We analysed surveillance records, hospital statistics, and our own observations during response activities. We used Fisher's exact tests for differences in proportions, t-tests for differences in means, and logistic regression for multivariable analysis.
The response to the outbreak consisted of surveillance, case management, logistics and public mobilisation. Twenty-six EHF cases (24 laboratory confirmed, two probable) occurred between October 21st and December 22nd, 2000. CFP was 69% (18/26). Nosocomial transmission to the index case occurred in Lacor hospital in Gulu, outside the Ebola ward. After returning home to Masindi district the index case became the origin of a transmission chain within her own extended family (18 further cases), from index family members to health care workers (HCWs, 6 cases), and from HCWs to their household contacts (1 case). Five out of six occupational cases of EHF in HCWs occurred after the introduction of barrier nursing, probably due to breaches of barrier nursing principles. CFP was initially very high (76%) but decreased (20%) due to better case management after reinforcing the response team. The mobilisation of the community for the response efforts was challenging at the beginning, when fear, panic and mistrust had to be countered by the response team.

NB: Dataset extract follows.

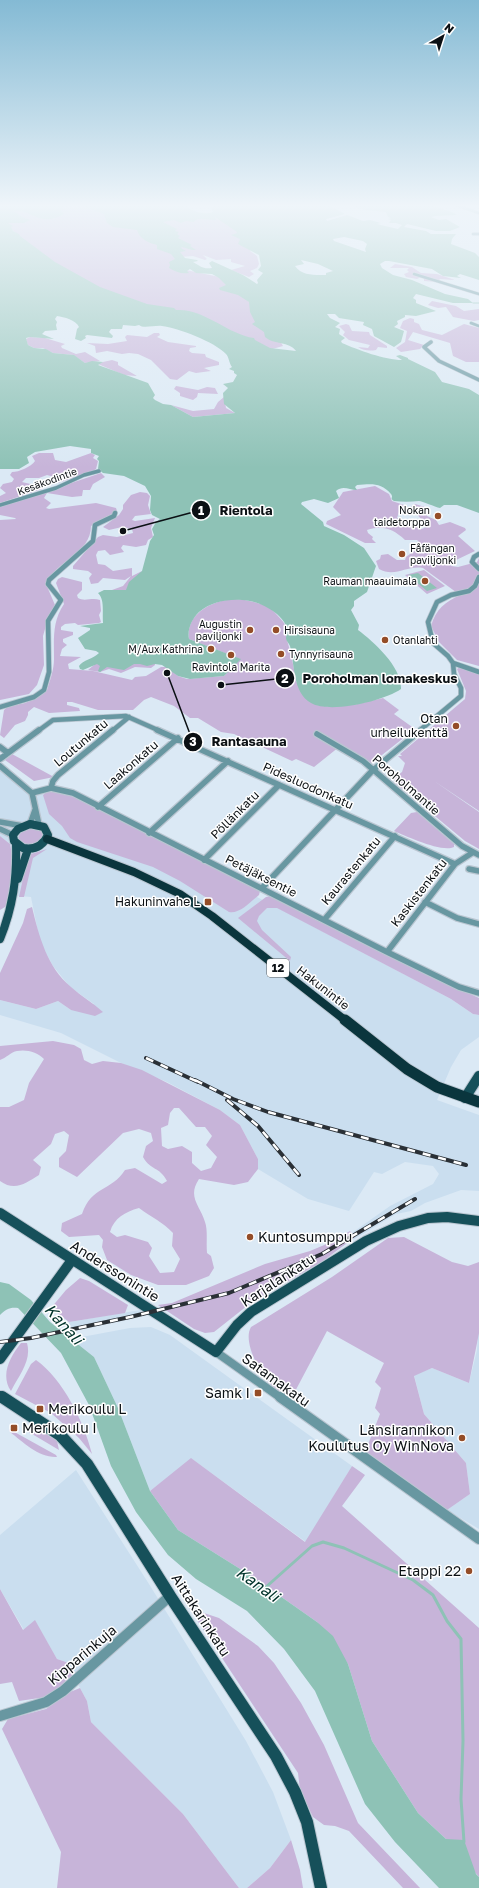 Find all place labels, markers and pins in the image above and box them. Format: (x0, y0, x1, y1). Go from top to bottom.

Large scale transmission in the community beyond the index family was prevented by early case identification and isolation as well as quarantine imposed by the community. The high number of occupational EHF after implementing barrier nursing points at the need to strengthen training and supervision of local HCWs. The difference in CFP before and after reinforcing the response team together with observations on the ward suggest a critical role for intensive supportive treatment. Collecting high quality clinical data is a priority for future outbreaks in order to identify the best possible FHF treatment regime under field conditions.